[What is required] Read the listing below and copy out each line where the word "Piauí" occurs.

[Extracted material]
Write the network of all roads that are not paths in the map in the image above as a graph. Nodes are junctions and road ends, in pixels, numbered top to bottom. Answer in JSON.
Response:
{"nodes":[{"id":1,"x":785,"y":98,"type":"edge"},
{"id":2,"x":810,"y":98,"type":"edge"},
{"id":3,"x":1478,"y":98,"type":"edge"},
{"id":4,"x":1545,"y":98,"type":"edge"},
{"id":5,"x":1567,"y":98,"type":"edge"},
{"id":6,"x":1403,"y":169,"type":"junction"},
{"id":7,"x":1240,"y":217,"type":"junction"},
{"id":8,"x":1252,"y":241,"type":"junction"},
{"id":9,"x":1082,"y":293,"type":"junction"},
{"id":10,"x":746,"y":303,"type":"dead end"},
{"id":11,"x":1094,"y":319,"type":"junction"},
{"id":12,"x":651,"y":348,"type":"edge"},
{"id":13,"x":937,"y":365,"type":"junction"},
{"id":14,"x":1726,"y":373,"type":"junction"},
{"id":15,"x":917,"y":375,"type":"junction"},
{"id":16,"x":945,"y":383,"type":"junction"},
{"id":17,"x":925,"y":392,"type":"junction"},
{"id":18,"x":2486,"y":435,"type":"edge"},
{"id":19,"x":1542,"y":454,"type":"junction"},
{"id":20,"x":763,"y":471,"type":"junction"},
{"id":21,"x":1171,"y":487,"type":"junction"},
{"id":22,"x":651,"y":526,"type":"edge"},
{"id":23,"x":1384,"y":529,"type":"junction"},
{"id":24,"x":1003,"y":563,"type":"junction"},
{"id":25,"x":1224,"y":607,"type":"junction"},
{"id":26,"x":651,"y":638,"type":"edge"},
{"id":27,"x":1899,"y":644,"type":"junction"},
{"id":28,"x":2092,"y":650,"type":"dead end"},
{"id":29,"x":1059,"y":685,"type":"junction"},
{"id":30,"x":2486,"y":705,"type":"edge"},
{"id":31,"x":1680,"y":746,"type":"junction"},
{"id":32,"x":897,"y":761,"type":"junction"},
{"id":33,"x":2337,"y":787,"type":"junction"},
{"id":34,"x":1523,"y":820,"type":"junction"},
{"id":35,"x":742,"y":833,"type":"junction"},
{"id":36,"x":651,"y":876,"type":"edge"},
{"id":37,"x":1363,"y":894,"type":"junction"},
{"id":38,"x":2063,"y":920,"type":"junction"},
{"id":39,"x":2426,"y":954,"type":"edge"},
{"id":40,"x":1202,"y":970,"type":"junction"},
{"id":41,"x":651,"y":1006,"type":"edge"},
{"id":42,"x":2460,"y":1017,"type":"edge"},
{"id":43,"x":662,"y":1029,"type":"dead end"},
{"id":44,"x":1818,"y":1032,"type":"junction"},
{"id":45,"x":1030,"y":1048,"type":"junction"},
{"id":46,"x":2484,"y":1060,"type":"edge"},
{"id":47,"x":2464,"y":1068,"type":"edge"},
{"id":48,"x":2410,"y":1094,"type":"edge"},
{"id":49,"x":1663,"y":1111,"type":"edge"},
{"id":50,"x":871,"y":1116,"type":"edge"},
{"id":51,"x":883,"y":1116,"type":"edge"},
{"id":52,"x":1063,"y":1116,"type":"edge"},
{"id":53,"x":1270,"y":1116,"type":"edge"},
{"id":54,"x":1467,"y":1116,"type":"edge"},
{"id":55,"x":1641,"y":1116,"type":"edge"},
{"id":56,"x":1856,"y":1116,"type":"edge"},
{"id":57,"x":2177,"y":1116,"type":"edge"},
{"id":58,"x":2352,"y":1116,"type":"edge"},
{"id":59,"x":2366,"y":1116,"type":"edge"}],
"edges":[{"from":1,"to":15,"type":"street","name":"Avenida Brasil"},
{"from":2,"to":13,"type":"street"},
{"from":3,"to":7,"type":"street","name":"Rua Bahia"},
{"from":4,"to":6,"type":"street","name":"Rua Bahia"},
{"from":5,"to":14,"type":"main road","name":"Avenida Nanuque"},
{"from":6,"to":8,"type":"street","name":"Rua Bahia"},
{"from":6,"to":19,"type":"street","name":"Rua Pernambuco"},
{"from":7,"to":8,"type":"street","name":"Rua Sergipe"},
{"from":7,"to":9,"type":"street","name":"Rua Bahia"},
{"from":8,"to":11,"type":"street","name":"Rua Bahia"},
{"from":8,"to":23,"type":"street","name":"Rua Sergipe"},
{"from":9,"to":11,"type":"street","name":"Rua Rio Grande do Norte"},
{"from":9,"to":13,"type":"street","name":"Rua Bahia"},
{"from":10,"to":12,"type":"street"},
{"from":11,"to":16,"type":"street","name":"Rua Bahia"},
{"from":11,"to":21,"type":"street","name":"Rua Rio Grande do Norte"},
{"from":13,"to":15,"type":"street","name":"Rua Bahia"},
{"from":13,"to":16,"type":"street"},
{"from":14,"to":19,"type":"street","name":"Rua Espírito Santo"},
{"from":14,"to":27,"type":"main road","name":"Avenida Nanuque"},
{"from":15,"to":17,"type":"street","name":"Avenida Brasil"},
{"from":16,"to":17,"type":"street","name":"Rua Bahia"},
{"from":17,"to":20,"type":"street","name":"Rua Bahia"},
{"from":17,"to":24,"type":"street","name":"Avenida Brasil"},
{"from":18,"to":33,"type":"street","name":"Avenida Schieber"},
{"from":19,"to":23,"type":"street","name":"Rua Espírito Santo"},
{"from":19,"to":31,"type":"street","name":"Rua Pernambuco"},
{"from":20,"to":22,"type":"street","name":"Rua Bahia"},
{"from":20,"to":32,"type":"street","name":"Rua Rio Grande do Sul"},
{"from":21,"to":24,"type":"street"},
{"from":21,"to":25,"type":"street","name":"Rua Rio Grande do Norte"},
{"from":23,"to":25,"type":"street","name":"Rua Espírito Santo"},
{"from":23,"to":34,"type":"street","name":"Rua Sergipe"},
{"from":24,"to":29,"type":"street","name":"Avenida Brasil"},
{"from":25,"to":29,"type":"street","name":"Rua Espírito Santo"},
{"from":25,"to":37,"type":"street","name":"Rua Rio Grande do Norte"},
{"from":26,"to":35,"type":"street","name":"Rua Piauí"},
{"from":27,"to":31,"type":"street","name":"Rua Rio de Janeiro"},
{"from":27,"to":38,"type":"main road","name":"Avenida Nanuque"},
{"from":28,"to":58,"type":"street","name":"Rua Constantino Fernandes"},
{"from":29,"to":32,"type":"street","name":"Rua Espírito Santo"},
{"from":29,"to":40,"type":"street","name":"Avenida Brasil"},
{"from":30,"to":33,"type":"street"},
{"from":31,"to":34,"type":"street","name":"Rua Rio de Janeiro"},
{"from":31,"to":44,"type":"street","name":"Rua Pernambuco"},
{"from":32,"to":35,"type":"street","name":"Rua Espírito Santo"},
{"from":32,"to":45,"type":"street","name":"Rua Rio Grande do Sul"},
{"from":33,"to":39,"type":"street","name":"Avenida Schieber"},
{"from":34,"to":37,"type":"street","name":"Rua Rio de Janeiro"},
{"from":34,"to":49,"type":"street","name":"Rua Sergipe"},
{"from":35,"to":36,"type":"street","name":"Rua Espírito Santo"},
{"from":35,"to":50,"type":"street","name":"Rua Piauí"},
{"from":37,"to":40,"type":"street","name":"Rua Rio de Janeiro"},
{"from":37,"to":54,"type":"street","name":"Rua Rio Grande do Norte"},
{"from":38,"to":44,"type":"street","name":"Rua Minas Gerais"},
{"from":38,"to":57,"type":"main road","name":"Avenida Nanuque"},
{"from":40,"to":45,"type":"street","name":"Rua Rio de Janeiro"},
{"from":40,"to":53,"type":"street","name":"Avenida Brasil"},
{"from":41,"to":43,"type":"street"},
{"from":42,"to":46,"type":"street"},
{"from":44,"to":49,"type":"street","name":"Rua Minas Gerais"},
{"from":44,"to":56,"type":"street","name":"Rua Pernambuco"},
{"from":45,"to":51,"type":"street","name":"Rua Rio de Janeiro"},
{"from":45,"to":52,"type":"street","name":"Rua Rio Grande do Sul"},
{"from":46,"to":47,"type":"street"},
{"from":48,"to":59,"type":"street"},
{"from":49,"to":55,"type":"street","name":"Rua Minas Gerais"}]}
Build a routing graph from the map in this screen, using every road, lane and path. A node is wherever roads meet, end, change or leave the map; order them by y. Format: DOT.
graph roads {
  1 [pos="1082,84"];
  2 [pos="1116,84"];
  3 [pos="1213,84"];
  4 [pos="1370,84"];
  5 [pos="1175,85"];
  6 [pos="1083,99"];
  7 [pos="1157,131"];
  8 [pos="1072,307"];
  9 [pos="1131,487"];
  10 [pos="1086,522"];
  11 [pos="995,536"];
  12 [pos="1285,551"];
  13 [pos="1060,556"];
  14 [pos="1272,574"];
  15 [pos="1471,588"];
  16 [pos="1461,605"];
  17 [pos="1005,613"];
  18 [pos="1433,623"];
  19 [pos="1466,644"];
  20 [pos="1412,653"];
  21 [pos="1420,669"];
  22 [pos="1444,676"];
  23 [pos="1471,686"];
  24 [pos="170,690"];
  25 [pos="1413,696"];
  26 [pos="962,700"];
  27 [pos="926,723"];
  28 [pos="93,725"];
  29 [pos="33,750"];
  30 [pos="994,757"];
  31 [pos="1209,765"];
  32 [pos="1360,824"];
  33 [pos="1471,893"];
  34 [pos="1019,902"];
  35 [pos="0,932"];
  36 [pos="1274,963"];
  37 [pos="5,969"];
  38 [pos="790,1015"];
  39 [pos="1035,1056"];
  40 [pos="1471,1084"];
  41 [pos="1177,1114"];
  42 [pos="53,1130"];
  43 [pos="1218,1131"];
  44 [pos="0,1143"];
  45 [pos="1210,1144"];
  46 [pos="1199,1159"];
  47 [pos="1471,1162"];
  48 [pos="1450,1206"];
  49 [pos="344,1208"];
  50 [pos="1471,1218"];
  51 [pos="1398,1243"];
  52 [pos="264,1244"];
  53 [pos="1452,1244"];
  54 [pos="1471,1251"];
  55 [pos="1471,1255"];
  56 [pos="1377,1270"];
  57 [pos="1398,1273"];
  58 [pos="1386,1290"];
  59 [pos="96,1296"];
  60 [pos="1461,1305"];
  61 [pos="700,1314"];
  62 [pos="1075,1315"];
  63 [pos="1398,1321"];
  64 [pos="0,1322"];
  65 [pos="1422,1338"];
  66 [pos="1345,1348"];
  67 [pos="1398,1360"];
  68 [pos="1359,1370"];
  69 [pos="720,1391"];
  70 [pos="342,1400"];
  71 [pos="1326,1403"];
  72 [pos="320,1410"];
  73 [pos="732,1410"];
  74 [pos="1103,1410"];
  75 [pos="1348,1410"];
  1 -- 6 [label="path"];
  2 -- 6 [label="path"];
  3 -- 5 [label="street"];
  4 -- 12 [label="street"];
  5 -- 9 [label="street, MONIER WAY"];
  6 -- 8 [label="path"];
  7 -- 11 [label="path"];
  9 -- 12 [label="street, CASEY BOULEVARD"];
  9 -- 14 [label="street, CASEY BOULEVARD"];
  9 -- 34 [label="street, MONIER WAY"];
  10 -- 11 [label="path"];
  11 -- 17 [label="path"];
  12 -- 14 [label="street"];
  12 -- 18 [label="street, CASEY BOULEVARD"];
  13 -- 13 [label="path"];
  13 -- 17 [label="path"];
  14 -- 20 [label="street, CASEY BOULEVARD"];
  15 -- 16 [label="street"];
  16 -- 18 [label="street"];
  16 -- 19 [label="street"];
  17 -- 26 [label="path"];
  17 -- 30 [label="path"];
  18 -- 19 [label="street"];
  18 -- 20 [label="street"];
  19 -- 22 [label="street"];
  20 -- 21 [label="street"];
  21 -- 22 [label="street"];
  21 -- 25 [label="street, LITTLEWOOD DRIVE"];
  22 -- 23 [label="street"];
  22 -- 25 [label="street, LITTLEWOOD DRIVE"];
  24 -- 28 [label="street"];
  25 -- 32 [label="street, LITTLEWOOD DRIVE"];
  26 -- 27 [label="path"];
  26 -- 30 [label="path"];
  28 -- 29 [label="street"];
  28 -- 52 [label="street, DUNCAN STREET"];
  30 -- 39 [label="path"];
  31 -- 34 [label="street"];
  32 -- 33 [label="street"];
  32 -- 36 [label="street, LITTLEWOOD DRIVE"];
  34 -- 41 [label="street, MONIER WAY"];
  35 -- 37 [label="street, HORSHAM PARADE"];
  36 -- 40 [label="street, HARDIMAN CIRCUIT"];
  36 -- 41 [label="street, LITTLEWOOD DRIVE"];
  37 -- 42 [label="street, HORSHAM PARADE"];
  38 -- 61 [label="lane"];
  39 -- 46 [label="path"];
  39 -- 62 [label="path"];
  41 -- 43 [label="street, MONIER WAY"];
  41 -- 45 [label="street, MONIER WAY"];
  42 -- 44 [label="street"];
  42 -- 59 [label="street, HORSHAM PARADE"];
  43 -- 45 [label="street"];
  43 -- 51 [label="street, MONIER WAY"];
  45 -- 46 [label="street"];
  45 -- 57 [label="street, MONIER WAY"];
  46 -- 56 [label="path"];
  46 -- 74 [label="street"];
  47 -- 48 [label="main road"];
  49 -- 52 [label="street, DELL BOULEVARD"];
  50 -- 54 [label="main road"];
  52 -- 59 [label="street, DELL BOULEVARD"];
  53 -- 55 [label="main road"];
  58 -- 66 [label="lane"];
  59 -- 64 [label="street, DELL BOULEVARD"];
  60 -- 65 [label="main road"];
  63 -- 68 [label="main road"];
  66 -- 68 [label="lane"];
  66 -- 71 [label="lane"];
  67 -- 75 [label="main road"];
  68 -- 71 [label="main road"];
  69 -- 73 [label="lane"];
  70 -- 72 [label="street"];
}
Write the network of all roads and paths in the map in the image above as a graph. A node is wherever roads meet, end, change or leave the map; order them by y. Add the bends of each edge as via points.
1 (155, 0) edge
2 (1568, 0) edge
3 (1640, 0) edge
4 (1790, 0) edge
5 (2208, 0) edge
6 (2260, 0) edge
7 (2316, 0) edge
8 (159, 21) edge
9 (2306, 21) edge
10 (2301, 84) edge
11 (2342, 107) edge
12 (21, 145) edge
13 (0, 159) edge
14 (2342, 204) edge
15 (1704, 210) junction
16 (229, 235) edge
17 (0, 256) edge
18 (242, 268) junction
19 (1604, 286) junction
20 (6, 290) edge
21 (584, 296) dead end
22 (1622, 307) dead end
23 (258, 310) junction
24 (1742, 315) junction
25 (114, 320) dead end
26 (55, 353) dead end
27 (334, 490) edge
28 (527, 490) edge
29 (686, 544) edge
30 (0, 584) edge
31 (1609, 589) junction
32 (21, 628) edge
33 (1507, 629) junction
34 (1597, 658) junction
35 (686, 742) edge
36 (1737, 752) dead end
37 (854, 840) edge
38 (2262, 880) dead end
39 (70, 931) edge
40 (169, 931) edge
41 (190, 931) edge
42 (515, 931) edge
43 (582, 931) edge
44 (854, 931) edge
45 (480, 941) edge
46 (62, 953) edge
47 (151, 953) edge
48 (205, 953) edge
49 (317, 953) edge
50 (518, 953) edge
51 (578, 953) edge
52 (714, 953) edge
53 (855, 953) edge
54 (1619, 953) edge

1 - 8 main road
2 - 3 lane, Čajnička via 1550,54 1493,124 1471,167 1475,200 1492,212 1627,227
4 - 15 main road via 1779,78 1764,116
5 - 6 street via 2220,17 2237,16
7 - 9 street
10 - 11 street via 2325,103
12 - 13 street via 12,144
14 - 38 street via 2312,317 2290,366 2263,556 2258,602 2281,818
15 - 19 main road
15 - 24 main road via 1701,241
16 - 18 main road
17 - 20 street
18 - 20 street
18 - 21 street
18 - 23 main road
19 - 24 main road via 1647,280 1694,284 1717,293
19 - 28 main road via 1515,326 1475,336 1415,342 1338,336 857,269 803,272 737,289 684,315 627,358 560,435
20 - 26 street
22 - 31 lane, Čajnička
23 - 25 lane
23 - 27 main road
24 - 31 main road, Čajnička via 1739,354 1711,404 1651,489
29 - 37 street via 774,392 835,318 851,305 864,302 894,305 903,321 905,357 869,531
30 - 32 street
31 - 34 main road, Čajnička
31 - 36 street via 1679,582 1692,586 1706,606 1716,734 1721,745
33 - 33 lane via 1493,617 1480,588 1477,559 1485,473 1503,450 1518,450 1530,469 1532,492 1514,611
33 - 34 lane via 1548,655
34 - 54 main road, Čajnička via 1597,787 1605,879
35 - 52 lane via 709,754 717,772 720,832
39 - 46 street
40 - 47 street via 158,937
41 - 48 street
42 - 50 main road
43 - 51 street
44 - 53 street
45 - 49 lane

[Output of the task]
{"from":26,"to":35,"type":"street","name":"Rua Piauí"},
{"from":35,"to":50,"type":"street","name":"Rua Piauí"},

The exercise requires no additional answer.